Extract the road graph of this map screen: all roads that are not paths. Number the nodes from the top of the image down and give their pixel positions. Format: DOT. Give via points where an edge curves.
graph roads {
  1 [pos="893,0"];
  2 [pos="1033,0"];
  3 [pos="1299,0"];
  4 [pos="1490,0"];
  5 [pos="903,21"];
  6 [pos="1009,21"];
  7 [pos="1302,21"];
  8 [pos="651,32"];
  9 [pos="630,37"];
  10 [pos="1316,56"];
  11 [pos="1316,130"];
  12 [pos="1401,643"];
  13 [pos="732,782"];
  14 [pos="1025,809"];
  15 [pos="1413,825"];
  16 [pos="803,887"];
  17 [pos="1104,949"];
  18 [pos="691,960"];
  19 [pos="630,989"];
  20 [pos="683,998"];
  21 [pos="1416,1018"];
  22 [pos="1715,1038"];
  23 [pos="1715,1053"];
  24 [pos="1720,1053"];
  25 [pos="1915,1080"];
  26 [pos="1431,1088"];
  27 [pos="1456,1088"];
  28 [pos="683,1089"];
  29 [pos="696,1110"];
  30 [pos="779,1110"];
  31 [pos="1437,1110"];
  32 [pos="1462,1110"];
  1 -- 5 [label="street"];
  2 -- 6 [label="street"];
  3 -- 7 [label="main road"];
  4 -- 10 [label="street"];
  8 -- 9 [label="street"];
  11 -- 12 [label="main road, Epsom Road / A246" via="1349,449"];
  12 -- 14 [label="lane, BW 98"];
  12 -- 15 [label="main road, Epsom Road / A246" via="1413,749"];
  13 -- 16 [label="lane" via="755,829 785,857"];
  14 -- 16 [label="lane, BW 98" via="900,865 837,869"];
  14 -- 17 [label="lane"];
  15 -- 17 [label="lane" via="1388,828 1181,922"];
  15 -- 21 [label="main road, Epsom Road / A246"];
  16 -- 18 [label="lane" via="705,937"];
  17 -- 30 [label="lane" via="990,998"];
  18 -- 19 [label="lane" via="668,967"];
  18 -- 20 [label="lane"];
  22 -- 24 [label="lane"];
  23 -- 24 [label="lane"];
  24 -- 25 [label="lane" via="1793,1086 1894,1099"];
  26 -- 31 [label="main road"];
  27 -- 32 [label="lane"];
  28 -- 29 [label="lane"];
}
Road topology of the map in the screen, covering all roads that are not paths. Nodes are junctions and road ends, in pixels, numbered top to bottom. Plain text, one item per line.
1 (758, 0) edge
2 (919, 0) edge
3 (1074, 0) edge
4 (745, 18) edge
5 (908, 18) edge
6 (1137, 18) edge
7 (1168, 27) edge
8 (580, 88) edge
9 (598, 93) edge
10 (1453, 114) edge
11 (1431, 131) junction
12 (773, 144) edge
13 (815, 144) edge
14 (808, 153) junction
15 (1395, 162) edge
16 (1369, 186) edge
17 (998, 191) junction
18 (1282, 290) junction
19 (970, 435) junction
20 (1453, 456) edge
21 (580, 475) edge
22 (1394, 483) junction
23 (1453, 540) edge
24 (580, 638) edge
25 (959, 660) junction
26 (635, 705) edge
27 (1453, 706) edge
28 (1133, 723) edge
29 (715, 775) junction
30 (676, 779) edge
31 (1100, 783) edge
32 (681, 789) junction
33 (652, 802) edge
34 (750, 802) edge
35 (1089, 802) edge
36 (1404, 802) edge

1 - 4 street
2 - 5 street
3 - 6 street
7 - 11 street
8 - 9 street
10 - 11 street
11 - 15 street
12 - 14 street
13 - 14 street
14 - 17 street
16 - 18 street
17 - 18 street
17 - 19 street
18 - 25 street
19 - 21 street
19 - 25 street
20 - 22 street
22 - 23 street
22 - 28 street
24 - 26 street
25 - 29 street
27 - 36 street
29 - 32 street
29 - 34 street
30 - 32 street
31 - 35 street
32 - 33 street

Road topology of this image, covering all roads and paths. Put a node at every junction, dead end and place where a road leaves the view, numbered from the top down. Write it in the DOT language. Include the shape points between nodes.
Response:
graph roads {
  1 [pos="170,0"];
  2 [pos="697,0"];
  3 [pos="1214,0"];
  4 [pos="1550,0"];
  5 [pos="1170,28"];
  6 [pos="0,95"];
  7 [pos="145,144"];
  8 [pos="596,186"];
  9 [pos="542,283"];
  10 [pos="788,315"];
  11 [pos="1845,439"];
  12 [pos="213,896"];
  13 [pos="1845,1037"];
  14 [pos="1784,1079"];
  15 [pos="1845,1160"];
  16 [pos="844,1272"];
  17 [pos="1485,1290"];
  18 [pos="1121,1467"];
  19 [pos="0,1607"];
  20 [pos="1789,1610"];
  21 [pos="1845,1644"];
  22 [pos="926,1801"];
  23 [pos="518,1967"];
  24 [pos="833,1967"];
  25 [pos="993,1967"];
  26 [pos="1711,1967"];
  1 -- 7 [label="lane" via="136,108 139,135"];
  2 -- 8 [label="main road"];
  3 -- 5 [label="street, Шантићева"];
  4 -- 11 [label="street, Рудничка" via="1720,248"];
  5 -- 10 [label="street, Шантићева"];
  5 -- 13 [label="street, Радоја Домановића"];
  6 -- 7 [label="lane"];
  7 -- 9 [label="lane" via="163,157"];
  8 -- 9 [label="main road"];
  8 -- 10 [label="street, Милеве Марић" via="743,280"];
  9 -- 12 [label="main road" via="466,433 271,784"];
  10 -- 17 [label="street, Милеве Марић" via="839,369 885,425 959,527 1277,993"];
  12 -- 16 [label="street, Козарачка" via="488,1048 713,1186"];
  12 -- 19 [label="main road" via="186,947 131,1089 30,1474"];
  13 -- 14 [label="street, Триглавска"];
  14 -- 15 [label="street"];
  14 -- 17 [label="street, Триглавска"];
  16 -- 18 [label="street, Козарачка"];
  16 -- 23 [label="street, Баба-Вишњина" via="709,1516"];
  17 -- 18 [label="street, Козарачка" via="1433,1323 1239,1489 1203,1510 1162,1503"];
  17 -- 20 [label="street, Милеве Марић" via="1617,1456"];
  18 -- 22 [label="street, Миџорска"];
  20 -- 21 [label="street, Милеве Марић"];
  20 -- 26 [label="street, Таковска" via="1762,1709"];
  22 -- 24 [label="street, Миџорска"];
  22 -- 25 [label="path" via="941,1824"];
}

------------------------------------------------

▶ Task objective: Wherever the word "roads" occurs in a line of the listing, copy that line.

▶ Exercise answer:
Extract the road graph of this map screen: all roads that are not paths. Number the nodes from the top of the image down and give their pixel positions. Format: DOT. Give via points where an edge curves.
graph roads {
Road topology of the map in the screen, covering all roads that are not paths. Nodes are junctions and road ends, in pixels, numbered top to bottom. Plain text, one item per line.
Road topology of this image, covering all roads and paths. Put a node at every junction, dead end and place where a road leaves the view, numbered from the top down. Write it in the DOT language. Include the shape points between nodes.
graph roads {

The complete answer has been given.